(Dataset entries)
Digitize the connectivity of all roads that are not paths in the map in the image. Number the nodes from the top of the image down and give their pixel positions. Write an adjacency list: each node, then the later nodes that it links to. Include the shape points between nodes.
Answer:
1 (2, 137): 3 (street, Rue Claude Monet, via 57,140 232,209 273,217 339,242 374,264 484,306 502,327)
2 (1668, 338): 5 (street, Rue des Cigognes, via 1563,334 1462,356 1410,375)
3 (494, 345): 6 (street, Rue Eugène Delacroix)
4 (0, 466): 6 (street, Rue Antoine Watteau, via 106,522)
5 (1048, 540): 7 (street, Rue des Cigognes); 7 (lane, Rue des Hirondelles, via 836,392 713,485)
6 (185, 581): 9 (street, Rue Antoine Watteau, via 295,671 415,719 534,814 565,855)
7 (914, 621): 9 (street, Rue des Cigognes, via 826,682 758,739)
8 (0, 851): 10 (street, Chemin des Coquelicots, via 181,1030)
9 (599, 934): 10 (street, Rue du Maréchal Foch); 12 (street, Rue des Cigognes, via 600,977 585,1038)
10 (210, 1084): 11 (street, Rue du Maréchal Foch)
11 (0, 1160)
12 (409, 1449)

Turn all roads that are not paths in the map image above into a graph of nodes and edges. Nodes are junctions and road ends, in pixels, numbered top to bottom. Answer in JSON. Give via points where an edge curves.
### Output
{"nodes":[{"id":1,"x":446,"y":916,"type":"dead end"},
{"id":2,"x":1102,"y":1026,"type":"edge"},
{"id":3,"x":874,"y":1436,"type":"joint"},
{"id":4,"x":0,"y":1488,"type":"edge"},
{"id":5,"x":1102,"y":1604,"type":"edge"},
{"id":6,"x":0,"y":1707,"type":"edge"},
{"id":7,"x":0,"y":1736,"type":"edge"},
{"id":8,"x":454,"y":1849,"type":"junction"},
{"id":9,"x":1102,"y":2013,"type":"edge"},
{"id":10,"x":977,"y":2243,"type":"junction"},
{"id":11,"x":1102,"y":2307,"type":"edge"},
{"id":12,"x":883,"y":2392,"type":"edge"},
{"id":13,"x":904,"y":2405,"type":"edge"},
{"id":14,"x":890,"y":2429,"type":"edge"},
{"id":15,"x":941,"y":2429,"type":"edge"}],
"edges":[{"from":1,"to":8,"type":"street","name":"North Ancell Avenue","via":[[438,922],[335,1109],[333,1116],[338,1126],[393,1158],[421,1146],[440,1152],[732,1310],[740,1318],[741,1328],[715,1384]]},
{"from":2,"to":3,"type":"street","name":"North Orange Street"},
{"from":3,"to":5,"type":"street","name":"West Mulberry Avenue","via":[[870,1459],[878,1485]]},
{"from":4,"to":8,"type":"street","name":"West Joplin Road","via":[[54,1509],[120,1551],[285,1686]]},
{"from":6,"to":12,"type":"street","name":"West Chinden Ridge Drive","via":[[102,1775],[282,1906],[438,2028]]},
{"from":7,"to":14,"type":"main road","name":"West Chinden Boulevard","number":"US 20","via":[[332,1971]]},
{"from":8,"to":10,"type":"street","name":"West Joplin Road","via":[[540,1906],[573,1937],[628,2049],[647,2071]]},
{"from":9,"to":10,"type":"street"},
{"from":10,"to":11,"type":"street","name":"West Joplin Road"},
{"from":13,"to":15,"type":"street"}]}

[TASK OBJECTIVE]: Transcribe every record. Match each line exactly.

[WRITTEN SOLUTION]:
Digitize the connectivity of all roads that are not paths in the map in the image. Number the nodes from the top of the image down and give their pixel positions. Write an adjacency list: each node, then the later nodes that it links to. Include the shape points between nodes.
Answer:
1 (2, 137): 3 (street, Rue Claude Monet, via 57,140 232,209 273,217 339,242 374,264 484,306 502,327)
2 (1668, 338): 5 (street, Rue des Cigognes, via 1563,334 1462,356 1410,375)
3 (494, 345): 6 (street, Rue Eugène Delacroix)
4 (0, 466): 6 (street, Rue Antoine Watteau, via 106,522)
5 (1048, 540): 7 (street, Rue des Cigognes); 7 (lane, Rue des Hirondelles, via 836,392 713,485)
6 (185, 581): 9 (street, Rue Antoine Watteau, via 295,671 415,719 534,814 565,855)
7 (914, 621): 9 (street, Rue des Cigognes, via 826,682 758,739)
8 (0, 851): 10 (street, Chemin des Coquelicots, via 181,1030)
9 (599, 934): 10 (street, Rue du Maréchal Foch); 12 (street, Rue des Cigognes, via 600,977 585,1038)
10 (210, 1084): 11 (street, Rue du Maréchal Foch)
11 (0, 1160)
12 (409, 1449)

Turn all roads that are not paths in the map image above into a graph of nodes and edges. Nodes are junctions and road ends, in pixels, numbered top to bottom. Answer in JSON. Give via points where an edge curves.
### Output
{"nodes":[{"id":1,"x":446,"y":916,"type":"dead end"},
{"id":2,"x":1102,"y":1026,"type":"edge"},
{"id":3,"x":874,"y":1436,"type":"joint"},
{"id":4,"x":0,"y":1488,"type":"edge"},
{"id":5,"x":1102,"y":1604,"type":"edge"},
{"id":6,"x":0,"y":1707,"type":"edge"},
{"id":7,"x":0,"y":1736,"type":"edge"},
{"id":8,"x":454,"y":1849,"type":"junction"},
{"id":9,"x":1102,"y":2013,"type":"edge"},
{"id":10,"x":977,"y":2243,"type":"junction"},
{"id":11,"x":1102,"y":2307,"type":"edge"},
{"id":12,"x":883,"y":2392,"type":"edge"},
{"id":13,"x":904,"y":2405,"type":"edge"},
{"id":14,"x":890,"y":2429,"type":"edge"},
{"id":15,"x":941,"y":2429,"type":"edge"}],
"edges":[{"from":1,"to":8,"type":"street","name":"North Ancell Avenue","via":[[438,922],[335,1109],[333,1116],[338,1126],[393,1158],[421,1146],[440,1152],[732,1310],[740,1318],[741,1328],[715,1384]]},
{"from":2,"to":3,"type":"street","name":"North Orange Street"},
{"from":3,"to":5,"type":"street","name":"West Mulberry Avenue","via":[[870,1459],[878,1485]]},
{"from":4,"to":8,"type":"street","name":"West Joplin Road","via":[[54,1509],[120,1551],[285,1686]]},
{"from":6,"to":12,"type":"street","name":"West Chinden Ridge Drive","via":[[102,1775],[282,1906],[438,2028]]},
{"from":7,"to":14,"type":"main road","name":"West Chinden Boulevard","number":"US 20","via":[[332,1971]]},
{"from":8,"to":10,"type":"street","name":"West Joplin Road","via":[[540,1906],[573,1937],[628,2049],[647,2071]]},
{"from":9,"to":10,"type":"street"},
{"from":10,"to":11,"type":"street","name":"West Joplin Road"},
{"from":13,"to":15,"type":"street"}]}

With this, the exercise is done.